18

I am parsing an xml file generated by an external program. I would then like to add custom annotations to this file, using my own namespace. My input looks as below:

<sbml xmlns="http://www.sbml.org/sbml/level2/version4" xmlns:celldesigner="http://www.sbml.org/2001/ns/celldesigner" level="2" version="4">
  <model metaid="untitled" id="untitled">
    <annotation>...</annotation>
    <listOfUnitDefinitions>...</listOfUnitDefinitions>
    <listOfCompartments>...</listOfCompartments>
    <listOfSpecies>
      <species metaid="s1" id="s1" name="GenA" compartment="default" initialAmount="0">
        <annotation>
          <celldesigner:extension>...</celldesigner:extension>
        </annotation>
      </species>
      <species metaid="s2" id="s2" name="s2" compartment="default" initialAmount="0">
        <annotation>
           <celldesigner:extension>...</celldesigner:extension>
        </annotation>
      </species>
    </listOfSpecies>
    <listOfReactions>...</listOfReactions>
  </model>
</sbml>

The issue being that lxml only declares namespaces when they are used, which means the declaration is repeated many times, like so (simplified):

<sbml xmlns="namespace" xmlns:celldesigner="morenamespace" level="2" version="4">
  <listOfSpecies>
    <species>
      <kjw:test xmlns:kjw="http://this.is.some/custom_namespace"/>
      <celldesigner:data>Some important data which must be kept</celldesigner:data>
    </species>
    <species>
      <kjw:test xmlns:kjw="http://this.is.some/custom_namespace"/>
    </species>
    ....
  </listOfSpecies>
</sbml>

Is it possible to force lxml to write this declaration only once in a parent element, such as sbml or listOfSpecies? Or is there a good reason not to do so? The result I want would be:

<sbml xmlns="namespace" xmlns:celldesigner="morenamespace" level="2" version="4"  xmlns:kjw="http://this.is.some/custom_namespace">
  <listOfSpecies>
    <species>
      <kjw:test/>
      <celldesigner:data>Some important data which must be kept</celldesigner:data>
    </species>
    <species>
      <kjw:test/>
    </species>
    ....
  </listOfSpecies>
</sbml>

The important problem is that the existing data which is read from a file must be kept, so I cannot just make a new root element (I think?).

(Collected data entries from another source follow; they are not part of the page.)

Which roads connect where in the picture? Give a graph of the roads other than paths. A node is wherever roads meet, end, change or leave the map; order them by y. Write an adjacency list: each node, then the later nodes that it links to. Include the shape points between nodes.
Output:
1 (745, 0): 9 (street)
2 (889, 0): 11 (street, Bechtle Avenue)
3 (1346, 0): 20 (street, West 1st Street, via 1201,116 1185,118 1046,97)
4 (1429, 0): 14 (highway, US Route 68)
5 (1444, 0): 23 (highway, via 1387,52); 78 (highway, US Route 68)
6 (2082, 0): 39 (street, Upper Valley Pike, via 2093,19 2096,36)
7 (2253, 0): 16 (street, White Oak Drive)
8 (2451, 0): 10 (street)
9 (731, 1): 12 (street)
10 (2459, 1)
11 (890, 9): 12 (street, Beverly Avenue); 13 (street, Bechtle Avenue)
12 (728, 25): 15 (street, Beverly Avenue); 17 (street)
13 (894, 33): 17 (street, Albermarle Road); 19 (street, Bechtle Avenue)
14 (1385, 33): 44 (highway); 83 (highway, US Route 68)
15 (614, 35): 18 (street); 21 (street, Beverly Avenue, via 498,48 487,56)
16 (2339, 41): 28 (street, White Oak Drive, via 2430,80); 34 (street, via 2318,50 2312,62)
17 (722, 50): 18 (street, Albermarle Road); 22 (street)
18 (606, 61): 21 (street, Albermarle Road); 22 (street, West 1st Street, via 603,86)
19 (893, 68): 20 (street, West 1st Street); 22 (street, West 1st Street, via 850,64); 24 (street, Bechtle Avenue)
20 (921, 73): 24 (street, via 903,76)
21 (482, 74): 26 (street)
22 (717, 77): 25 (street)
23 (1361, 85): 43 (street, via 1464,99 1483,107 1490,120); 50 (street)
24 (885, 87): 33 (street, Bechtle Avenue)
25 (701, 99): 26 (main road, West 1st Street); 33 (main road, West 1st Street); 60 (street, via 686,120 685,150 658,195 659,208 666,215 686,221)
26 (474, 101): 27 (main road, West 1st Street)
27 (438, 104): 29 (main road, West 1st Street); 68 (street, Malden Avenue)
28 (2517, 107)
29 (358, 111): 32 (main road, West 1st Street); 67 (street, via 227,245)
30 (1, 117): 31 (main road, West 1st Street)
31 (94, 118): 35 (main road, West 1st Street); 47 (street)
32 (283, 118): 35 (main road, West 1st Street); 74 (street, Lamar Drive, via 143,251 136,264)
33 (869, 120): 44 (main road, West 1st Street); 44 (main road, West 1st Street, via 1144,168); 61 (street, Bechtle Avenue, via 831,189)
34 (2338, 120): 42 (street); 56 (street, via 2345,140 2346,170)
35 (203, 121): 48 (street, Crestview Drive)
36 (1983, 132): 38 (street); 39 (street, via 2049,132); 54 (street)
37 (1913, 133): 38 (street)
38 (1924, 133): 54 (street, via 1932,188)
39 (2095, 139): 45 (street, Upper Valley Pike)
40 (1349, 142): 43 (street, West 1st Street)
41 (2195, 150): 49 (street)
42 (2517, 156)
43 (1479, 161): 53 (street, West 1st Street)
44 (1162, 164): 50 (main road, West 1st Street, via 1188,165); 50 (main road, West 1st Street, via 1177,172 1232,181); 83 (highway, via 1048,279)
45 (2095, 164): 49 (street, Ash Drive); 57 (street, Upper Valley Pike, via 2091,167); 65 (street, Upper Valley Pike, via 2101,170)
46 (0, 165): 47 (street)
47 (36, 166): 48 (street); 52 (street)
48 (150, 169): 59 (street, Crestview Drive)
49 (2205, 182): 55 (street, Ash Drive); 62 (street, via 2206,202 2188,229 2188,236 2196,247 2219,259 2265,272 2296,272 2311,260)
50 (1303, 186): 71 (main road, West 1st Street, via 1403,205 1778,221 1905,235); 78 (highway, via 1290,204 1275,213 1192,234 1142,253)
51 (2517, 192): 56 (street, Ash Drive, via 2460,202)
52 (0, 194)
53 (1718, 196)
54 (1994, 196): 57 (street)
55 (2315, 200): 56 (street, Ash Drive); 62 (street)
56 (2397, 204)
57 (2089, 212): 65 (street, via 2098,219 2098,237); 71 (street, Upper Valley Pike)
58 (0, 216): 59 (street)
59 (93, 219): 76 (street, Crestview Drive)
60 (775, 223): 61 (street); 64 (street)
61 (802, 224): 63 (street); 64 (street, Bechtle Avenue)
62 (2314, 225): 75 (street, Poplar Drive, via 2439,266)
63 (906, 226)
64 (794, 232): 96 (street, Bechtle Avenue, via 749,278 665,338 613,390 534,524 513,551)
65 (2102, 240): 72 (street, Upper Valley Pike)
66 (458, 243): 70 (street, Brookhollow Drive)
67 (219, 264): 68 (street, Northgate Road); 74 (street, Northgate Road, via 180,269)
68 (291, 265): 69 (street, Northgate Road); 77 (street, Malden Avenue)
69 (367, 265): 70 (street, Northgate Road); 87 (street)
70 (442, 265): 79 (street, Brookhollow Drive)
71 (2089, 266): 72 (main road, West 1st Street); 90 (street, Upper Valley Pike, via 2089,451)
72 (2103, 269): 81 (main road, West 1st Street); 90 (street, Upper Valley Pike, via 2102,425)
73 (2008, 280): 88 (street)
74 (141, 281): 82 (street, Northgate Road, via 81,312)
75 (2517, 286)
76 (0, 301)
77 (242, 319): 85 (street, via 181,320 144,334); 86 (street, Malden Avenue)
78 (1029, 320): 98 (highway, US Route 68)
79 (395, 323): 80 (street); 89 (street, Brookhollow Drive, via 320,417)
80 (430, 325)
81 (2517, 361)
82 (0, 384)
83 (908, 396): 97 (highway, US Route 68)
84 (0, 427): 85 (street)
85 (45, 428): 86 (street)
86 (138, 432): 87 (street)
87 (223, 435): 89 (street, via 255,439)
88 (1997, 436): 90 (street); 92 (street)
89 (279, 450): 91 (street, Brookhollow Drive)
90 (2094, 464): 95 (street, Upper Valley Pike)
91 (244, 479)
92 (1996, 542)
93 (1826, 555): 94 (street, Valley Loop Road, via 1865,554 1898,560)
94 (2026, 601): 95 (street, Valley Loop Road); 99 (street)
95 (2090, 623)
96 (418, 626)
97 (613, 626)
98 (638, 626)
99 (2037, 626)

EDIT: Code attached below.

def annotateSbml(sbml_input):
  from lxml import etree

  checkSbml(sbml_input) # Makes sure the input is valid sbml/xml.

  ns = "http://this.is.some/custom_namespace"
  etree.register_namespace('kjw', ns)

  sbml_doc = etree.ElementTree()
  root = sbml_doc.parse(sbml_input, etree.XMLParser(remove_blank_text=True))
  nsmap = root.nsmap
  nsmap['sbml'] = nsmap[None] # Makes code more readable, but seems ugly. Any alternatives to this?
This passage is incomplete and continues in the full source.